→ **EXERCISE**:
Each line below must be set down exactly; omit any image you find.

(Saved data entries)
____
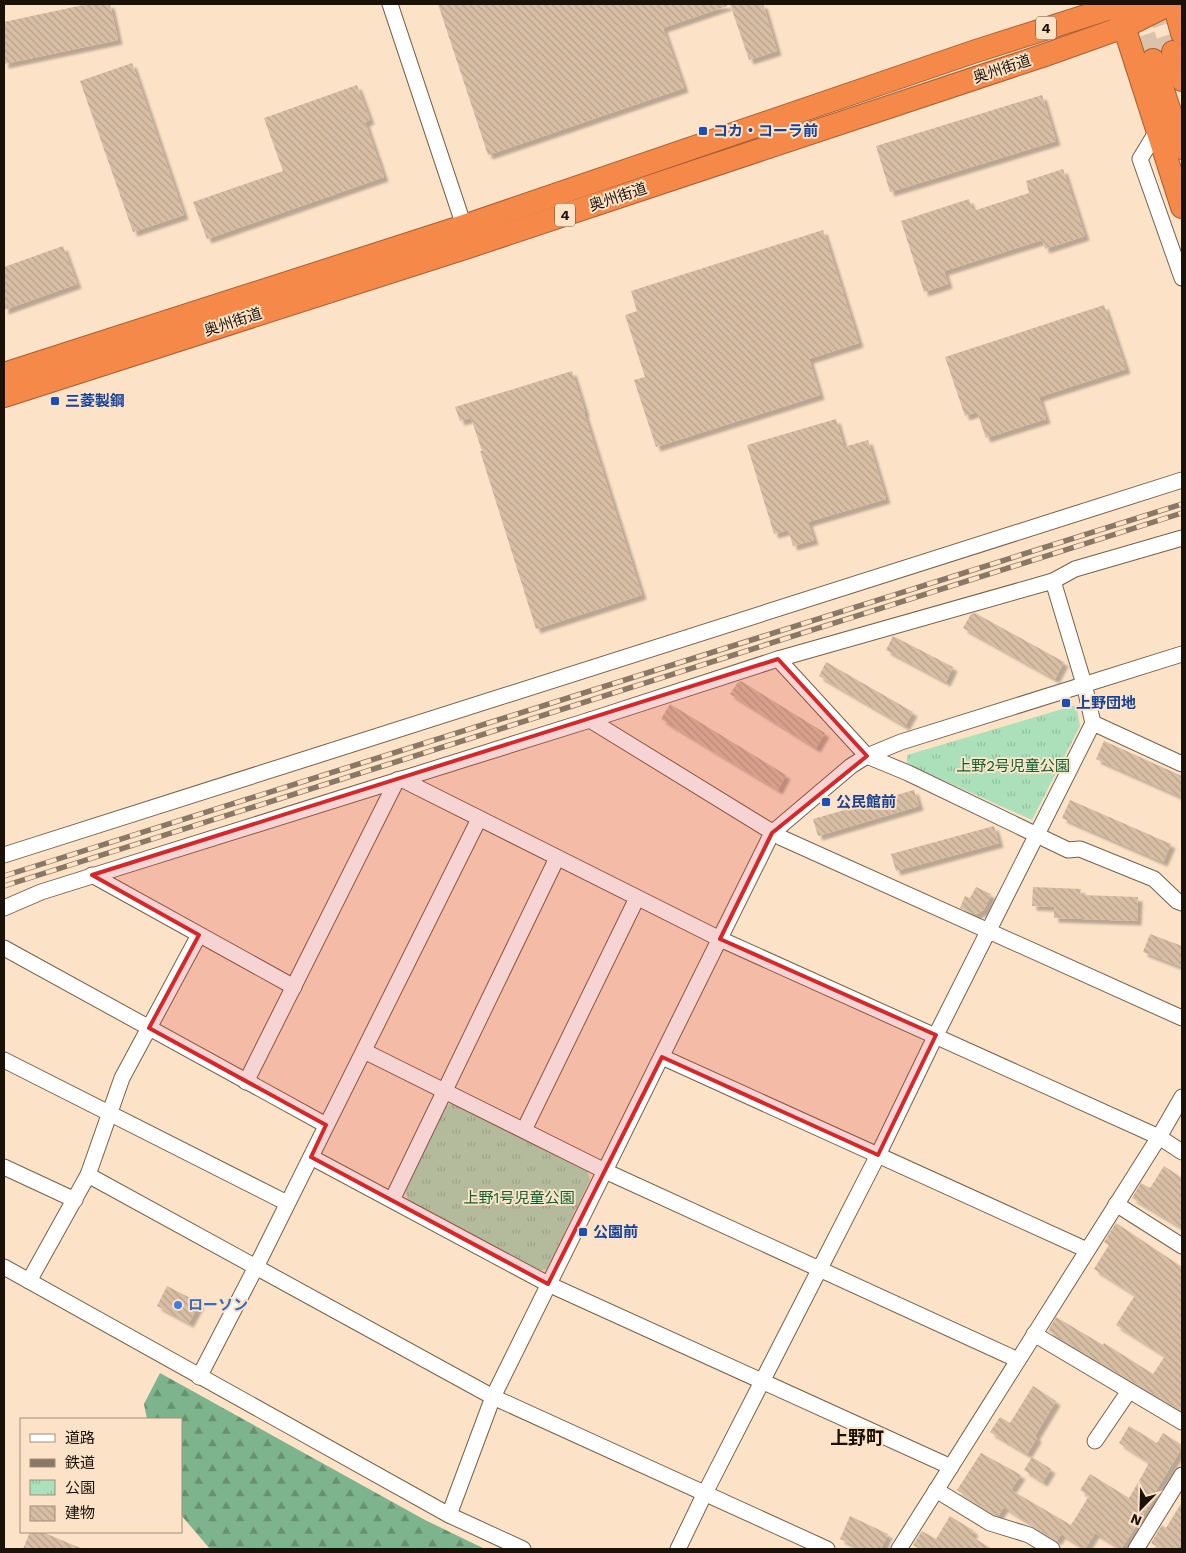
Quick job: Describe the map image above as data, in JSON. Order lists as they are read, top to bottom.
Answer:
{
  "streets": {
    "highway": ["4", "奥州街道"]
  },
  "districts": ["上野町"],
  "parks": ["上野2号児童公園", "上野1号児童公園"],
  "places": {
    "transit": [
      "コカ・コーラ前",
      "三菱製鋼",
      "上野団地",
      "公民館前",
      "公園前"
    ],
    "other": ["ローソン"]
  },
  "legend": [
    "道路",
    "鉄道",
    "公園",
    "建物"
  ],
  "north": "bottom left"
}
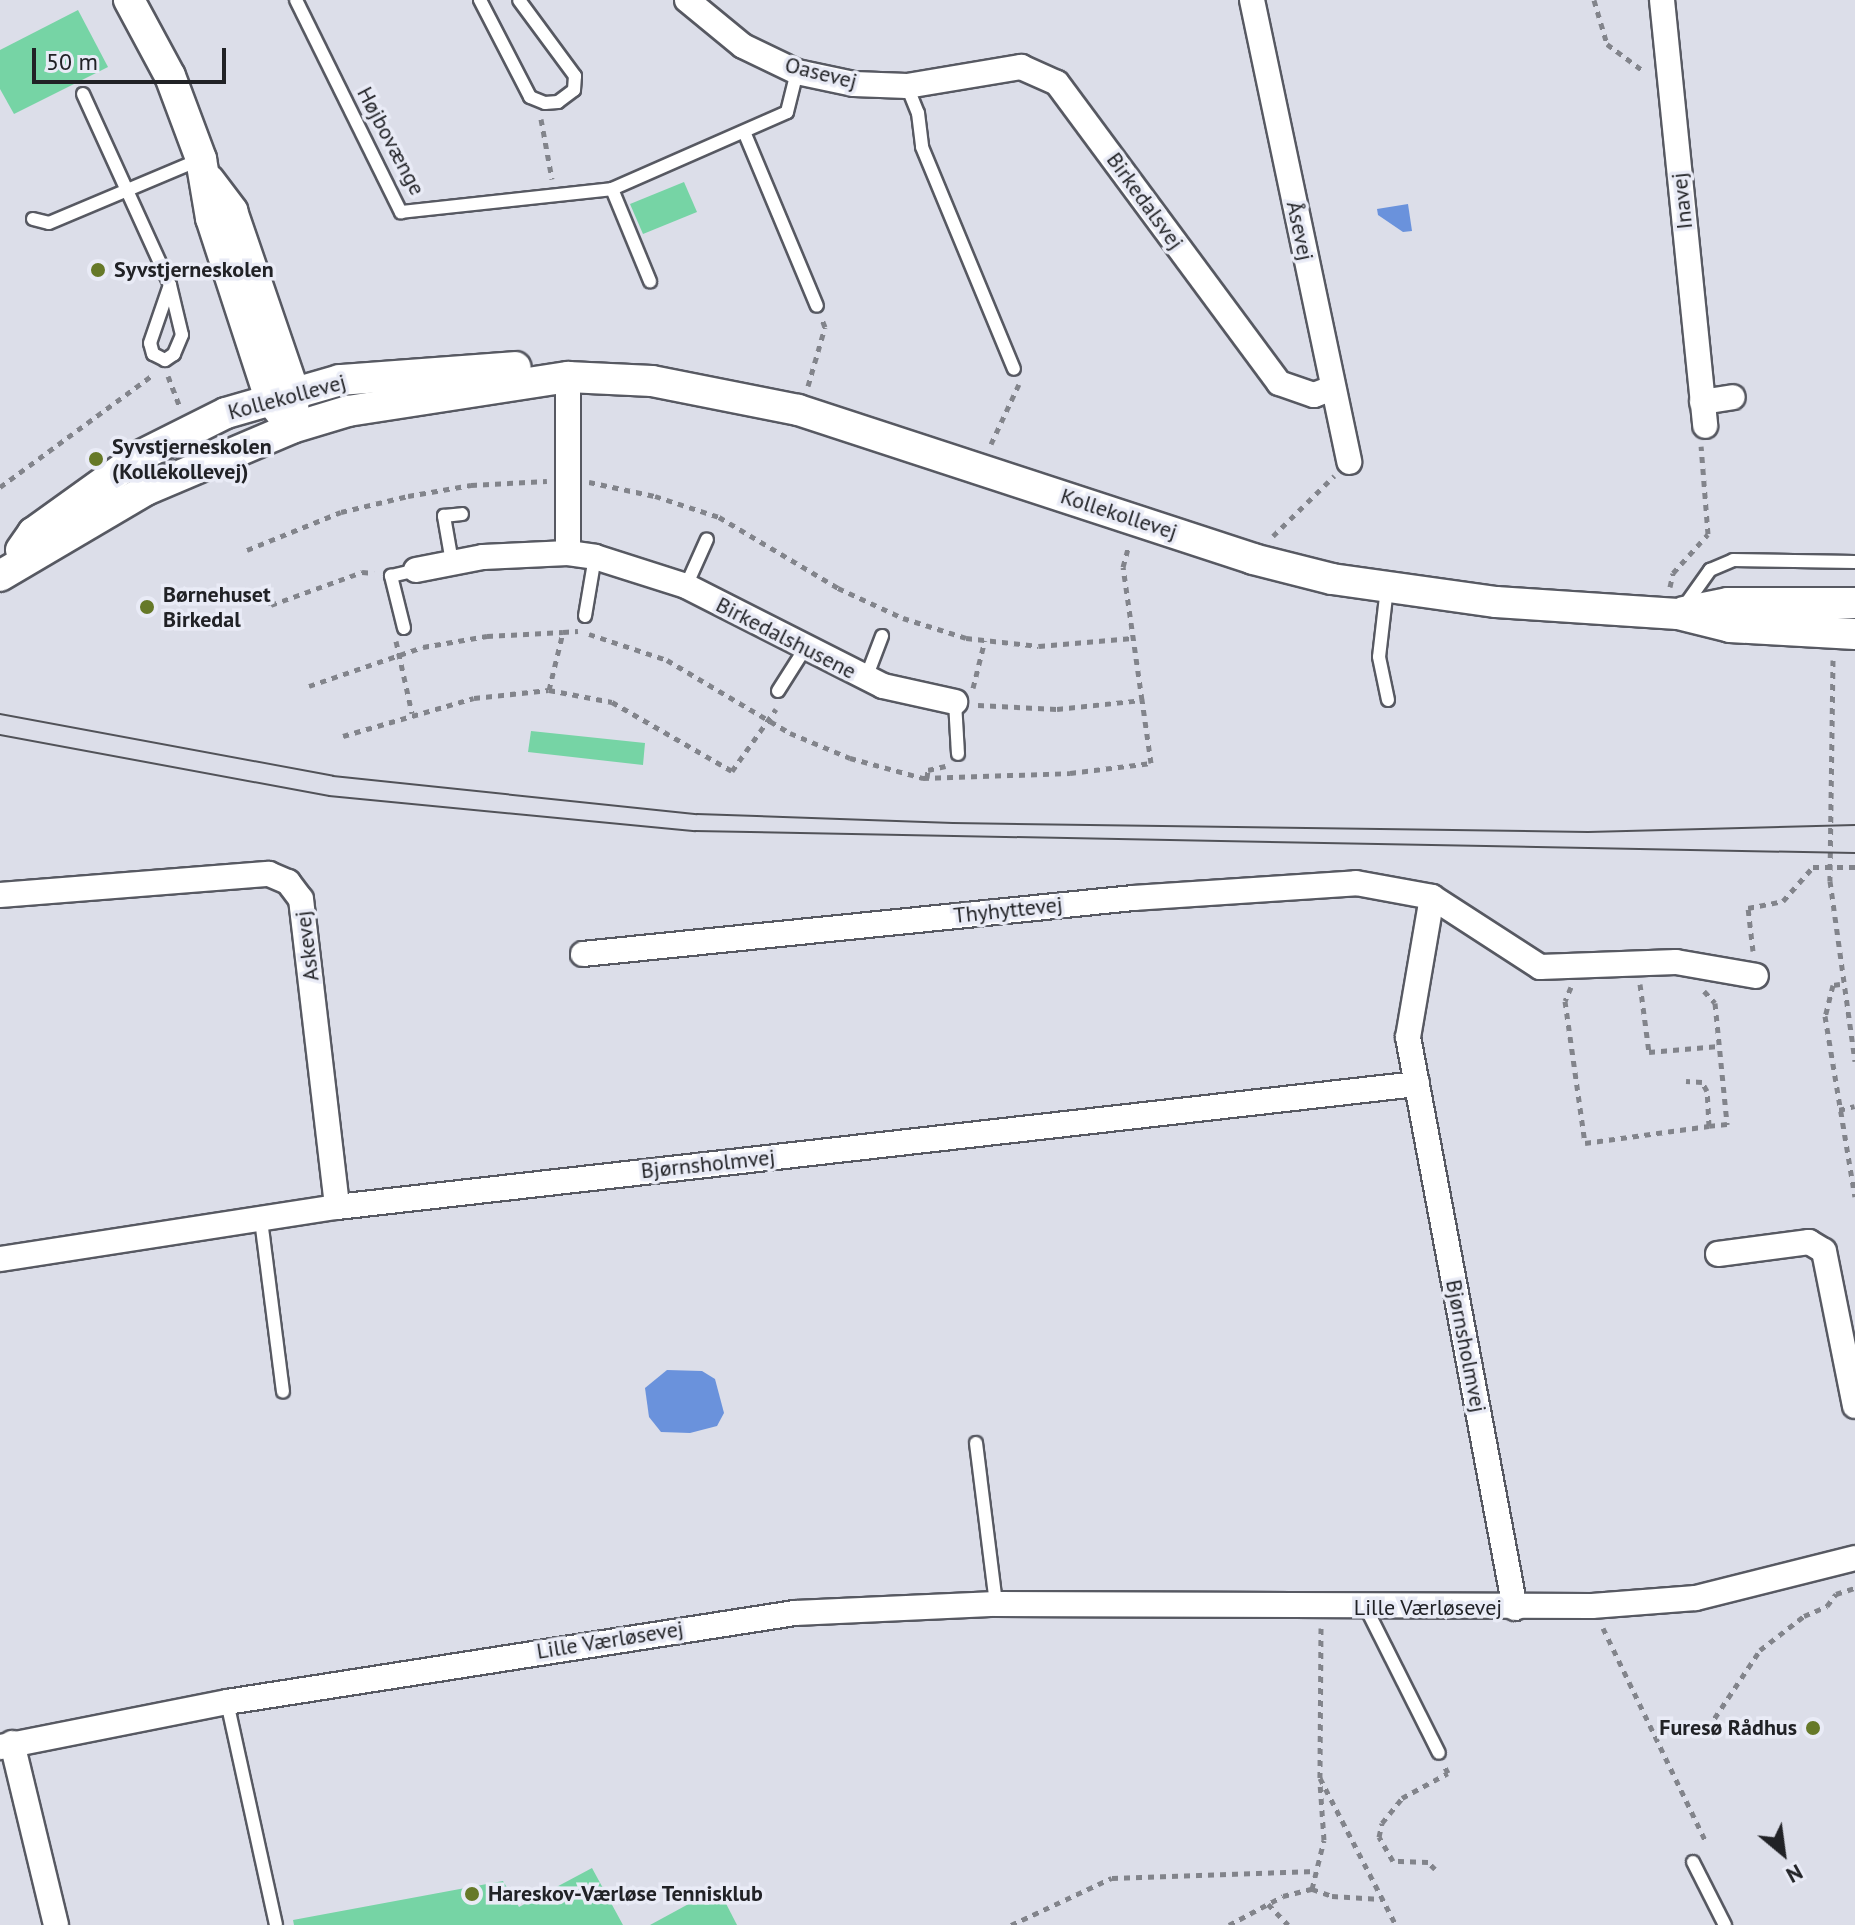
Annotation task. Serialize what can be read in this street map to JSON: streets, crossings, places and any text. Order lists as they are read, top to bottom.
{
  "streets": {
    "street": [
      "Oasevej",
      "Birkedalsvej",
      "Inavej",
      "Åsevej",
      "Kollekollevej",
      "Birkedalshusene",
      "Thyhyttevej",
      "Askevej",
      "Bjørnsholmvej",
      "Lille Værløsevej"
    ],
    "lane": ["Højbovænge"]
  },
  "crossings": [
    ["Oasevej", "Højbovænge"],
    ["Oasevej", "Birkedalsvej"],
    ["Birkedalsvej", "Åsevej"],
    ["Thyhyttevej", "Bjørnsholmvej"],
    ["Askevej", "Bjørnsholmvej"],
    ["Bjørnsholmvej", "Lille Værløsevej"]
  ],
  "places": [
    "Syvstjerneskolen",
    "Syvstjerneskolen (Kollekollevej)",
    "Børnehuset Birkedal",
    "Furesø Rådhus",
    "Hareskov-Værløse Tennisklub"
  ],
  "scale_bar": "50 m",
  "north": "bottom right"
}
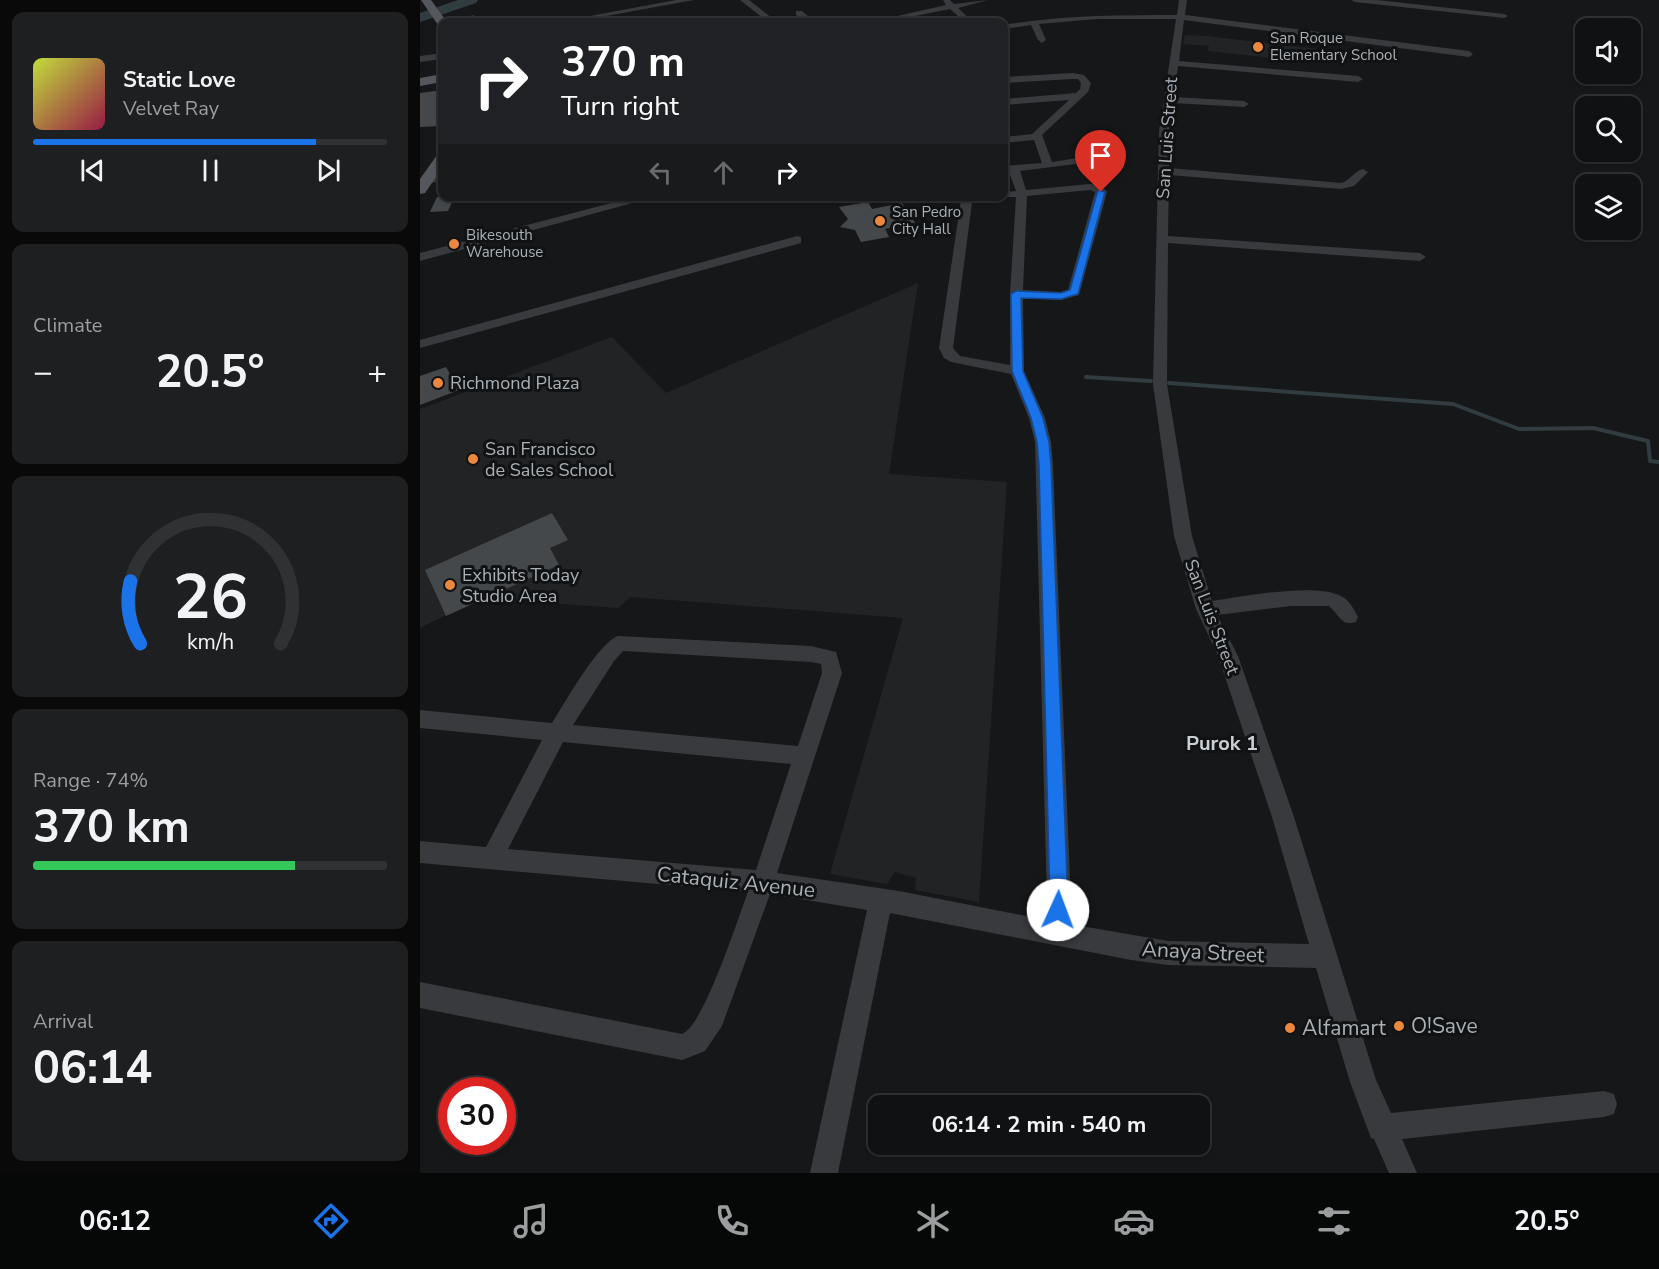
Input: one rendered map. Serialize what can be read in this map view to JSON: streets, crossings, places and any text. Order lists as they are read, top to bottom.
____
→ **FINISHED EXERCISE**:
Quick job: Describe the map image above as data, in JSON. Order lists as they are read, top to bottom.
Answer:
{
  "streets": {
    "highway": ["4", "奥州街道"]
  },
  "districts": ["上野町"],
  "parks": ["上野2号児童公園", "上野1号児童公園"],
  "places": {
    "transit": [
      "コカ・コーラ前",
      "三菱製鋼",
      "上野団地",
      "公民館前",
      "公園前"
    ],
    "other": ["ローソン"]
  },
  "legend": [
    "道路",
    "鉄道",
    "公園",
    "建物"
  ],
  "north": "bottom left"
}
Annotation task. Serialize what can be read in this street map to JSON: streets, crossings, places and any text. Order lists as they are read, top to bottom.
{
  "streets": {
    "street": [
      "Oasevej",
      "Birkedalsvej",
      "Inavej",
      "Åsevej",
      "Kollekollevej",
      "Birkedalshusene",
      "Thyhyttevej",
      "Askevej",
      "Bjørnsholmvej",
      "Lille Værløsevej"
    ],
    "lane": ["Højbovænge"]
  },
  "crossings": [
    ["Oasevej", "Højbovænge"],
    ["Oasevej", "Birkedalsvej"],
    ["Birkedalsvej", "Åsevej"],
    ["Thyhyttevej", "Bjørnsholmvej"],
    ["Askevej", "Bjørnsholmvej"],
    ["Bjørnsholmvej", "Lille Værløsevej"]
  ],
  "places": [
    "Syvstjerneskolen",
    "Syvstjerneskolen (Kollekollevej)",
    "Børnehuset Birkedal",
    "Furesø Rådhus",
    "Hareskov-Værløse Tennisklub"
  ],
  "scale_bar": "50 m",
  "north": "bottom right"
}
Input: one rendered map. Serialize what can be read in this map view to JSON: streets, crossings, places and any text. Order lists as they are read, top to bottom.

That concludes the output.